兵庫との合計感染者数を持ち出した吉村知事 大阪20人、兵庫3人なのに「合計23人」の報道

 言っておくが、これは後出しジャンケンなどでない。大阪は保健所の検査拒否が全国ワースト1位になるなど他県以上に検査数を抑え込んできた。一方で、感染経路が不明な市中感染が急増しており、ある時点で爆発的に感染者が増えることはわかりきっていた。

 ところが、吉村知事や松井市長は、の感染拡大自治体をあげつらうことで、大阪で感染拡大している事実を覆い隠してきたのだ。
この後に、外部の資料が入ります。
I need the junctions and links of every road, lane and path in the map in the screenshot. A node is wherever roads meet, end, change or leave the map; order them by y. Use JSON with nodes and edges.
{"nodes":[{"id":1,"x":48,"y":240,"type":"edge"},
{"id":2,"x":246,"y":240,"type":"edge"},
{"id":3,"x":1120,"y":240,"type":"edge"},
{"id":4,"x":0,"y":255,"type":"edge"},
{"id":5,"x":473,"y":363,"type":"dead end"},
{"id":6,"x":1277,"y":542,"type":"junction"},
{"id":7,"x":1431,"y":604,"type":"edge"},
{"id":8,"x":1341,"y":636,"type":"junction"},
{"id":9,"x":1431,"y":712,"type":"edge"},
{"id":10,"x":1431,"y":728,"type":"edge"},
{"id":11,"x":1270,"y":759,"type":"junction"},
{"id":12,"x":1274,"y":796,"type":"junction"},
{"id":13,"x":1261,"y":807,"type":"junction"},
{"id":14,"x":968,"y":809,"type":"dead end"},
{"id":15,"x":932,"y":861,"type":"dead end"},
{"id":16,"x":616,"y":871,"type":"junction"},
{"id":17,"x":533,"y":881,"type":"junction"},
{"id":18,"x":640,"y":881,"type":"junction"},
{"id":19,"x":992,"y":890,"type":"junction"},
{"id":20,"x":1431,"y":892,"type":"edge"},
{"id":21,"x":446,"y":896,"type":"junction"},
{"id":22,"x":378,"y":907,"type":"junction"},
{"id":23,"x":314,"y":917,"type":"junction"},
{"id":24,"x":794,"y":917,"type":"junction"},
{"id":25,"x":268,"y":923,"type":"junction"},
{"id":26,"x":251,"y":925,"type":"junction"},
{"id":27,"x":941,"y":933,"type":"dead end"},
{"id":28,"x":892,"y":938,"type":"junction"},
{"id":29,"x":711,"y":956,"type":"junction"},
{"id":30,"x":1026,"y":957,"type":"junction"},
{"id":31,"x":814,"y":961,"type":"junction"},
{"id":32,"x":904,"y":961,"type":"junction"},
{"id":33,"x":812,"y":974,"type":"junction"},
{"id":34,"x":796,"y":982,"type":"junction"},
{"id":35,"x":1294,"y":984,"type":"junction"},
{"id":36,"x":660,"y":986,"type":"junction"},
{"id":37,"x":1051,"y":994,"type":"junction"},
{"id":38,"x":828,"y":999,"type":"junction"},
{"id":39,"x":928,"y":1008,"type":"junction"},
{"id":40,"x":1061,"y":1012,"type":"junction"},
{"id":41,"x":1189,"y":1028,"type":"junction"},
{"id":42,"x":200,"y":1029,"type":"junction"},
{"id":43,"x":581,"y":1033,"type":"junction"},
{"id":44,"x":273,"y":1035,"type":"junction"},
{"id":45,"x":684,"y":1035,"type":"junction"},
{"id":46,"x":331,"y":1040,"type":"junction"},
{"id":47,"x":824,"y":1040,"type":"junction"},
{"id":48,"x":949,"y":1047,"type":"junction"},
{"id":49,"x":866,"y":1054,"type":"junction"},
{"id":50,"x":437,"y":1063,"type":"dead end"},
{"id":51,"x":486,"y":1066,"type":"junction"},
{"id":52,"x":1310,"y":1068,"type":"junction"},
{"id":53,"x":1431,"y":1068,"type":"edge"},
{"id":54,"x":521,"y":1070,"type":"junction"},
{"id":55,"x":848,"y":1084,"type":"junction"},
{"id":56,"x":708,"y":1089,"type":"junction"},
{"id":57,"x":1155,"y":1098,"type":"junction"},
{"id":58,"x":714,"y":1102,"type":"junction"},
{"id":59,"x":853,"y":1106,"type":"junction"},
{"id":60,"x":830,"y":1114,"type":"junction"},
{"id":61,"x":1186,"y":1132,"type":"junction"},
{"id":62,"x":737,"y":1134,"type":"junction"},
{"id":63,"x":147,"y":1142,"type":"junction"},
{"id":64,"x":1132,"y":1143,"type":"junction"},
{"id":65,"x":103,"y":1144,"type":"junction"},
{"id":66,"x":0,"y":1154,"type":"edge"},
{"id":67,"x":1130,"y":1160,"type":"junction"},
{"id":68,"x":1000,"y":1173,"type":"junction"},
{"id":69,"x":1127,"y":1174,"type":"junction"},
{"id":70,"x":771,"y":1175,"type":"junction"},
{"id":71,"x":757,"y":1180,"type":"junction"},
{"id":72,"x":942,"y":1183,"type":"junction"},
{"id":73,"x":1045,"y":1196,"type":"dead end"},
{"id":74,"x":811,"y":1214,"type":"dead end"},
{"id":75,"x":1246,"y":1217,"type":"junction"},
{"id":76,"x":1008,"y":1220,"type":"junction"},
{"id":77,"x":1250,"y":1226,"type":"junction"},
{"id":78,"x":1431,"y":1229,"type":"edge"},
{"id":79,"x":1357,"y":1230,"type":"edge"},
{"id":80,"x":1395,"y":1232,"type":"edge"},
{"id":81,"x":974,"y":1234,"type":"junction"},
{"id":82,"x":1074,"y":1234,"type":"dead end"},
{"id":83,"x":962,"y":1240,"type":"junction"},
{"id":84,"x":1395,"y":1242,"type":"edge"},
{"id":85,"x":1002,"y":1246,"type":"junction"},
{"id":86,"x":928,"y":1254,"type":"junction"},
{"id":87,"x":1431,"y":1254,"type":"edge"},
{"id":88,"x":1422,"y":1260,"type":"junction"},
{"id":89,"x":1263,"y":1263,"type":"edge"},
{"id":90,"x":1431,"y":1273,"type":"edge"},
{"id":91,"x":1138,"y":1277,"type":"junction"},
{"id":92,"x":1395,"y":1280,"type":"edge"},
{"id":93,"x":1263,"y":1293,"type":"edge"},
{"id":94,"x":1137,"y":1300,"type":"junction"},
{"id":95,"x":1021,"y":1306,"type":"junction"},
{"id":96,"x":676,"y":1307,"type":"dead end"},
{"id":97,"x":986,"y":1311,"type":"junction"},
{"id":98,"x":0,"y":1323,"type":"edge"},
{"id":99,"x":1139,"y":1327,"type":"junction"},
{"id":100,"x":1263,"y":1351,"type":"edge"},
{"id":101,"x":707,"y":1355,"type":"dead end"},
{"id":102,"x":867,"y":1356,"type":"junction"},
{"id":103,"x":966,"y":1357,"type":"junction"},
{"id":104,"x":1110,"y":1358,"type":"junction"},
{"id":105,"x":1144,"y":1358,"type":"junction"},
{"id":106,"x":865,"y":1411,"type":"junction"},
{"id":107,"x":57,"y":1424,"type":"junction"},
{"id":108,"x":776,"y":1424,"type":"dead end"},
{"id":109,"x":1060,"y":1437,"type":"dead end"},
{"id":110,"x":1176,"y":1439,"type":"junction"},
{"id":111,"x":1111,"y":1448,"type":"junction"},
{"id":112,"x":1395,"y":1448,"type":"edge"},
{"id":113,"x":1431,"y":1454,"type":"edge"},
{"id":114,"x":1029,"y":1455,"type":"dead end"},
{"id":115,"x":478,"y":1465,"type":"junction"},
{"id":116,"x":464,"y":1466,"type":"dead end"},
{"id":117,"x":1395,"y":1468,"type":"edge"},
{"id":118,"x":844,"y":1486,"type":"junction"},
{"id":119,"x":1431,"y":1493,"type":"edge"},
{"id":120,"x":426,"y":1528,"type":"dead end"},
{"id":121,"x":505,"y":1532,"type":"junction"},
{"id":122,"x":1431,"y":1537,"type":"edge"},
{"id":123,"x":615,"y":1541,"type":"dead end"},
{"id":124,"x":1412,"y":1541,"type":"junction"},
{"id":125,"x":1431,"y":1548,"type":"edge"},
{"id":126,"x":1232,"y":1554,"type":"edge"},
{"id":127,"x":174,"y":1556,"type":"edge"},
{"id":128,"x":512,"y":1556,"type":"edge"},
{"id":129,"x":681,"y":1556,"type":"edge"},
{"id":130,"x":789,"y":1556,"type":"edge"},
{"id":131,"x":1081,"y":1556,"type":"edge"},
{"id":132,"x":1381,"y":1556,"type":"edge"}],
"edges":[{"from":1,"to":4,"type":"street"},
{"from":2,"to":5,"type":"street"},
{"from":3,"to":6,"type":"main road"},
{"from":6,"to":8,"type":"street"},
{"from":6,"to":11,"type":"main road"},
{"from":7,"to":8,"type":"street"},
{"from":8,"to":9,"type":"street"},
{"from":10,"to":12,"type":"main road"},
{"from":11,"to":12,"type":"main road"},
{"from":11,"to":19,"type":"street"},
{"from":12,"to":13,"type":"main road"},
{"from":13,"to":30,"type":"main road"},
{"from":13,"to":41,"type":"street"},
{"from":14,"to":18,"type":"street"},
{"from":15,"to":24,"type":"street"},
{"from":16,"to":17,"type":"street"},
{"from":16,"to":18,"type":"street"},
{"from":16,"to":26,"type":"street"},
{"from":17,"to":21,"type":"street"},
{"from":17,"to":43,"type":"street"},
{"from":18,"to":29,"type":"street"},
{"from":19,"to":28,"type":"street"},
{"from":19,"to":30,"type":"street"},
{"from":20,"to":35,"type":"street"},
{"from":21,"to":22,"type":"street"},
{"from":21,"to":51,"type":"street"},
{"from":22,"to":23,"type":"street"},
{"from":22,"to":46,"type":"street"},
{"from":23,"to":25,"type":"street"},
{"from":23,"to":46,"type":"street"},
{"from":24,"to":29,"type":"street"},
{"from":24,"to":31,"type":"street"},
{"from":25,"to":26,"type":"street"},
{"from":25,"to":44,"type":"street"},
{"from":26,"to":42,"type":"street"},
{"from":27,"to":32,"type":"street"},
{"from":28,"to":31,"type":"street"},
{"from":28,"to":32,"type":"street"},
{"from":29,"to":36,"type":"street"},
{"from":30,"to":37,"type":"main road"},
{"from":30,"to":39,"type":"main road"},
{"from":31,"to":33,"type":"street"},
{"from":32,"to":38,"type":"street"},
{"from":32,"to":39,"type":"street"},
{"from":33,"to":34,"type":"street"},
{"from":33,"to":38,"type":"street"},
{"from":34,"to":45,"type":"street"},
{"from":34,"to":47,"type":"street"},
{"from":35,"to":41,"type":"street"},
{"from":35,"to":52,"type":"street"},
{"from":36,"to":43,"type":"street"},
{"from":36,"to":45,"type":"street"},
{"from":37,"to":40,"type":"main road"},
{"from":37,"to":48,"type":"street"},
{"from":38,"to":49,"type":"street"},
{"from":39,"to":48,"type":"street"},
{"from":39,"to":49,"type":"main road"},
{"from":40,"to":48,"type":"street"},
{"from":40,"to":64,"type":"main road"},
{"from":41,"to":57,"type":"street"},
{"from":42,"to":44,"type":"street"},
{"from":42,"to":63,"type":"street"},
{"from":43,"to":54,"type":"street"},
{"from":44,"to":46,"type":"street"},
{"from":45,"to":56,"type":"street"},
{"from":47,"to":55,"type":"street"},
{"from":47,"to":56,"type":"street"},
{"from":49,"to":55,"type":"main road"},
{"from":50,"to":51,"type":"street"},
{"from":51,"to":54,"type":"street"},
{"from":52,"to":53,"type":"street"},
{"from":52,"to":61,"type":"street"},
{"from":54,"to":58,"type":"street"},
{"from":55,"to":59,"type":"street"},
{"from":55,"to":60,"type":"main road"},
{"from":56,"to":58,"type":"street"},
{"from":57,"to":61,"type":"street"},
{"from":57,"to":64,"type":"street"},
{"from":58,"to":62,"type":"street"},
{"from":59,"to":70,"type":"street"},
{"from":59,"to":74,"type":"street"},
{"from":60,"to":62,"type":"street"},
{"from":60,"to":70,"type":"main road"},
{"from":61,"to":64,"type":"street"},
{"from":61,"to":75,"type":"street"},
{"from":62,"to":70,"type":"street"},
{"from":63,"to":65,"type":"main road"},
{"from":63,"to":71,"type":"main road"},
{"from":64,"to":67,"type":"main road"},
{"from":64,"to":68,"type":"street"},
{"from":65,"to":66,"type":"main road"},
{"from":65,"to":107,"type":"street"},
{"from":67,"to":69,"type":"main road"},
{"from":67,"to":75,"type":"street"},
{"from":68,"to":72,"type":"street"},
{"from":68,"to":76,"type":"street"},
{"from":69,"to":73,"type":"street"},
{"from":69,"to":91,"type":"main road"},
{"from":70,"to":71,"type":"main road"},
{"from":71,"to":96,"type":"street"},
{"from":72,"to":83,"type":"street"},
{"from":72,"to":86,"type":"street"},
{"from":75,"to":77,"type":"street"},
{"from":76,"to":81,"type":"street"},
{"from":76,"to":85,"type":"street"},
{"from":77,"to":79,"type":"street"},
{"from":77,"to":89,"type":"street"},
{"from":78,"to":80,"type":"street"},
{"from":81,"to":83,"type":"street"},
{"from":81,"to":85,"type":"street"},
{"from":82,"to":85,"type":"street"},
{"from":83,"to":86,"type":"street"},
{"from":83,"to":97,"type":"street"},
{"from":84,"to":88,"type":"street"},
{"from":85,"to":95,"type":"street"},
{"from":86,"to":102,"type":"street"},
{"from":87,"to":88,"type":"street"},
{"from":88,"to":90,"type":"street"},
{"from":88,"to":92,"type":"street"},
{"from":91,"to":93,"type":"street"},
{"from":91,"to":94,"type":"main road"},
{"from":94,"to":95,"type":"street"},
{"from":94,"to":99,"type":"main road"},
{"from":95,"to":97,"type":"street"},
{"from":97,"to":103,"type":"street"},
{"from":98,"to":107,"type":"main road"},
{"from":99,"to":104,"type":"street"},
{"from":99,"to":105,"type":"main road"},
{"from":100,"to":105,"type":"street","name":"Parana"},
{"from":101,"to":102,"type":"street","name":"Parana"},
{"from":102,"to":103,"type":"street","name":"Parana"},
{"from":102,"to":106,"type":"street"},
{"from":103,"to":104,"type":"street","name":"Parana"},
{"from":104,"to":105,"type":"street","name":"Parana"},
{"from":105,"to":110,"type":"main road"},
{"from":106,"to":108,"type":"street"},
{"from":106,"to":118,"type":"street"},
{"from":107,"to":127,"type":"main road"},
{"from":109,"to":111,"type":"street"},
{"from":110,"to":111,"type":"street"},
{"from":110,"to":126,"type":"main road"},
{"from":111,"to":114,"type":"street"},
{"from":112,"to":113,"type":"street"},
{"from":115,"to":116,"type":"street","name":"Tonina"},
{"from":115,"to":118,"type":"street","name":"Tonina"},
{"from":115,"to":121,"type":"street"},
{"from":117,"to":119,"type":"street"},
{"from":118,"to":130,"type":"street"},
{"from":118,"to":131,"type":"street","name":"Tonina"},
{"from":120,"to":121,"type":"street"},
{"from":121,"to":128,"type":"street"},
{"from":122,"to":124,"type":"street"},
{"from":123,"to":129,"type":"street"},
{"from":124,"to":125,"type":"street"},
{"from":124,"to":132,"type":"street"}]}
今の状況は、20人の感染者判明でごまかしきれなくなったというだけだろう。

それを訂正も謝罪もせず、「今までとは状況が違う」などと開き直るのだから、その厚顔無恥ぶりには返す言葉もない。

 しかも、信じられないのが、吉村知事がこの期に及んでまだ、兵庫県を使って、大阪の感染拡大ごまかしを図っていることだ。

 大阪で感染者20人が判明した27日、吉村は夕方の会見で、こんなことを言い出した。

「大阪府と兵庫県を合わせた人口は1100万人、東京都とほぼ一緒です。(大阪と兵庫で)一挙に感染者が40人になったら、東京はそうなっていますが、同じようになってきたとすれば、僕なら緊急事態宣言に基づく特定区域の知事としての行動に移すと思う」

 そう、“大阪と兵庫を合わせた新たな感染者数が1日で40人を超えたら「緊急事態宣言」”すると宣言したのである。しかし、吉村知事はついこの間まで、兵庫と大阪は実効再生産数が全然違うなどといって、“一緒にするな”と言わんばかりに、大阪と兵庫の間の往来自粛を呼びかけていたのではなかったのか。それが、大阪の感染者数が急増した途端、感染者数を“大阪と兵庫との合算”で計算し始めるとは……。

 しかも、このやり口にまんまと乗っかるメディアも現れた。27日、テレビ朝日が感染者数と自粛要請を伝えるニュースで、「大阪、兵庫で計23人感染」と打ったのだ。実際は大阪20人、兵庫3人だったのに、まさに吉村知事の思惑通り、合計することで大阪だけ感染拡大しているという事実をごまかしてしまったのである。

 しかし、情報操作、イメージ操作で、実態を隠蔽し、自分たちのやってる感アピールばかり演出するこの吉村・松井の手法を、大阪のメディアはまったく批判しようとしない。それどころか、大阪ローカルのワイドショーなどは東京の小池知事の対応と比べて、いかに吉村知事ががんばっているかを賞賛する始末だ。

 だが、この先、大阪の感染者はさらに増え続けるだろう。これまで、検査を低く抑え込んできた吉村・松井体制のツケがこれから回ってくる。そのときになって後悔しないためにも、在阪メディアと大阪府民はもっと情報操作をチェックする目を持つべきではないのか。